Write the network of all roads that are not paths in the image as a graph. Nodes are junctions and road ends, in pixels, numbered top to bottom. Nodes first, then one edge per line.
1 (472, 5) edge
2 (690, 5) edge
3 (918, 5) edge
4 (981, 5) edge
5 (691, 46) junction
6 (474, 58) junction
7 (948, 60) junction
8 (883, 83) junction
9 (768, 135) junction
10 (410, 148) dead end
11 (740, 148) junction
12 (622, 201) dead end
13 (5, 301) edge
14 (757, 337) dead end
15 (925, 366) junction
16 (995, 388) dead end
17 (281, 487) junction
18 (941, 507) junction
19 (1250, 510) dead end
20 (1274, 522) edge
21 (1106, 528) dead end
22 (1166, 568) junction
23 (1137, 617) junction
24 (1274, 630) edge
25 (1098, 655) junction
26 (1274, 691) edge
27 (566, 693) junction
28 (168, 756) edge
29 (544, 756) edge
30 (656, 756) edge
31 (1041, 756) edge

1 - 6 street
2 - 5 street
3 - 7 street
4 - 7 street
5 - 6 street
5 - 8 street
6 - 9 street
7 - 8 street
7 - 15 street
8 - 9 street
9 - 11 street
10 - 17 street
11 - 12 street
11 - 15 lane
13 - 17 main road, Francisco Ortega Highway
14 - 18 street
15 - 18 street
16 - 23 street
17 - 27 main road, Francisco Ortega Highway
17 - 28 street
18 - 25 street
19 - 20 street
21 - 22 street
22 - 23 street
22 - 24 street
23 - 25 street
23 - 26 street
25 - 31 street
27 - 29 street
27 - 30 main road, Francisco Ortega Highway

━━━━━━━━

§ WHAT NEEDS TO BE DONE: Every line in the records has to be written out again exactly.

§ RESPONSE AREA:
Write the network of all roads that are not paths in the image as a graph. Nodes are junctions and road ends, in pixels, numbered top to bottom. Nodes first, then one edge per line.
1 (472, 5) edge
2 (690, 5) edge
3 (918, 5) edge
4 (981, 5) edge
5 (691, 46) junction
6 (474, 58) junction
7 (948, 60) junction
8 (883, 83) junction
9 (768, 135) junction
10 (410, 148) dead end
11 (740, 148) junction
12 (622, 201) dead end
13 (5, 301) edge
14 (757, 337) dead end
15 (925, 366) junction
16 (995, 388) dead end
17 (281, 487) junction
18 (941, 507) junction
19 (1250, 510) dead end
20 (1274, 522) edge
21 (1106, 528) dead end
22 (1166, 568) junction
23 (1137, 617) junction
24 (1274, 630) edge
25 (1098, 655) junction
26 (1274, 691) edge
27 (566, 693) junction
28 (168, 756) edge
29 (544, 756) edge
30 (656, 756) edge
31 (1041, 756) edge

1 - 6 street
2 - 5 street
3 - 7 street
4 - 7 street
5 - 6 street
5 - 8 street
6 - 9 street
7 - 8 street
7 - 15 street
8 - 9 street
9 - 11 street
10 - 17 street
11 - 12 street
11 - 15 lane
13 - 17 main road, Francisco Ortega Highway
14 - 18 street
15 - 18 street
16 - 23 street
17 - 27 main road, Francisco Ortega Highway
17 - 28 street
18 - 25 street
19 - 20 street
21 - 22 street
22 - 23 street
22 - 24 street
23 - 25 street
23 - 26 street
25 - 31 street
27 - 29 street
27 - 30 main road, Francisco Ortega Highway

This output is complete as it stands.